Les sénateurs Bernie Moreno, républicain de l'Ohio, et Elissa Slotkin, démocrate du Michigan, ont parrainé le Connected Vehicle Security Act of 2026, qui interdirait les véhicules connectés à internet provenant de Chine, Iran, Corée du Nord et Russie. La loi interdit à tout fabricant possédant plus de 15% de propriété chinoise de vendre aux États-Unis, interdit le logiciel chinois l'année prochaine et le matériel d'ici 2030. Même Mercedes-Benz, avec presque 20% de propriété chinoise, serait bloqué à moins qu'un exempt ne lui soit accordé.

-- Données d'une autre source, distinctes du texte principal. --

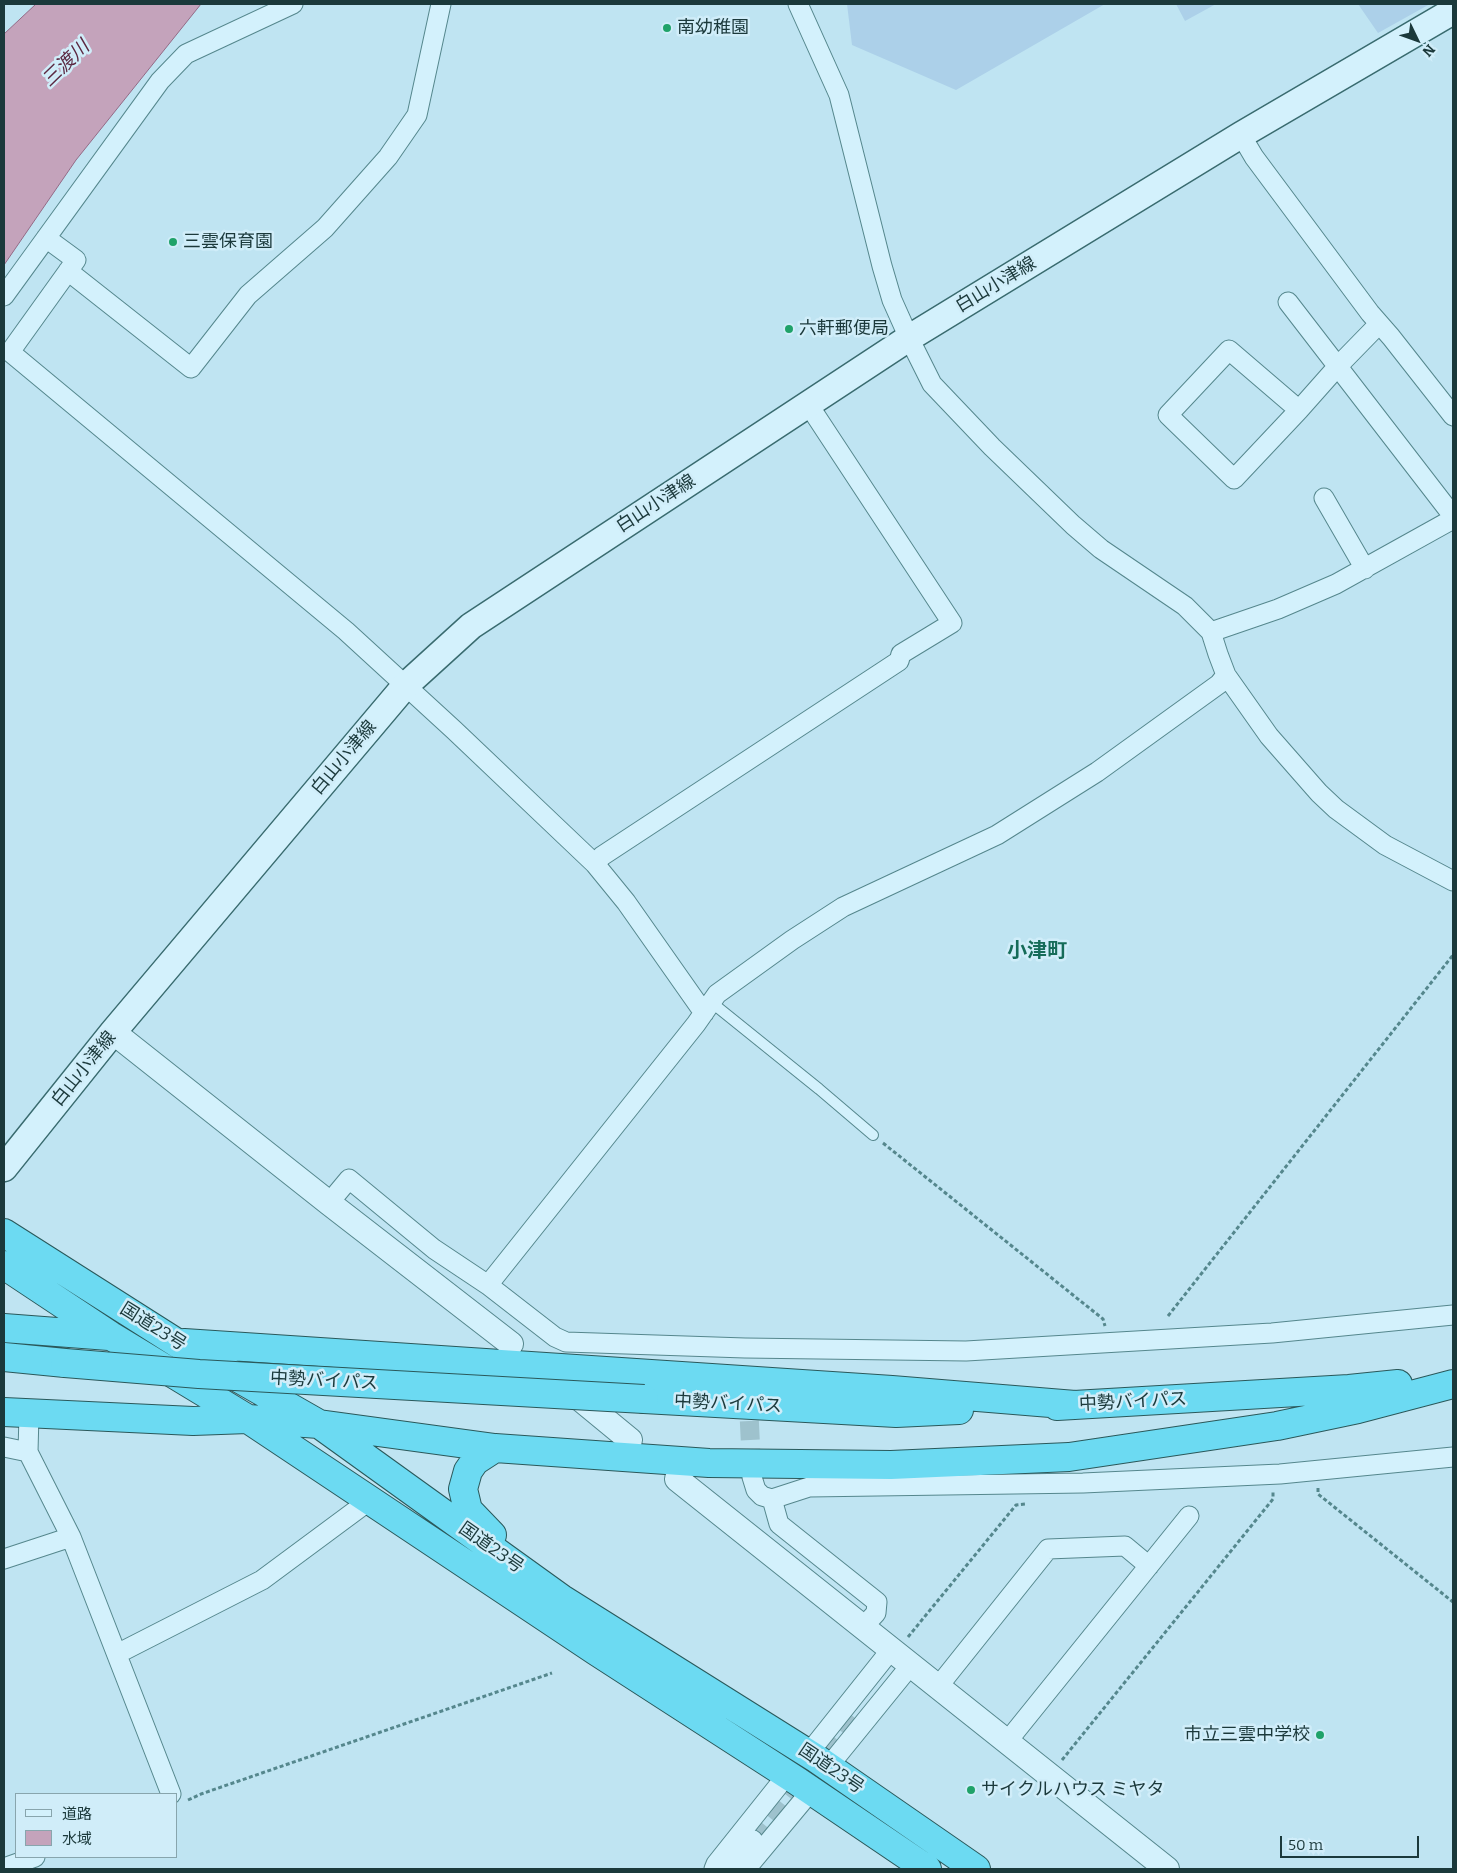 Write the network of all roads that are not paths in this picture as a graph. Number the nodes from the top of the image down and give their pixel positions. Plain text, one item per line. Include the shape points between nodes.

Les droits de douane existants à 100% et les restrictions du Département du Commerce pour 2027 déjà rendent les importations impracticales ; Polestar, détenu par Geely, quittera le marché américain en 2027. Les sénateurs invoquent des inquiétudes économiques —subventions chinoises massives, main-d'œuvre bon marché—and des risques de sécurité : les véhicules connectés collectent d'énormes données sur les conducteurs, les localisations et les conversations. « Ce sont des outils de surveillance sur roues », a déclaré John Bozzella, PDG de l'Alliance for Automotive Innovation. Slotkin, ancien agent de la CIA, a mis en garde contre la collecte de données près des bases militaires et de l'infrastructure.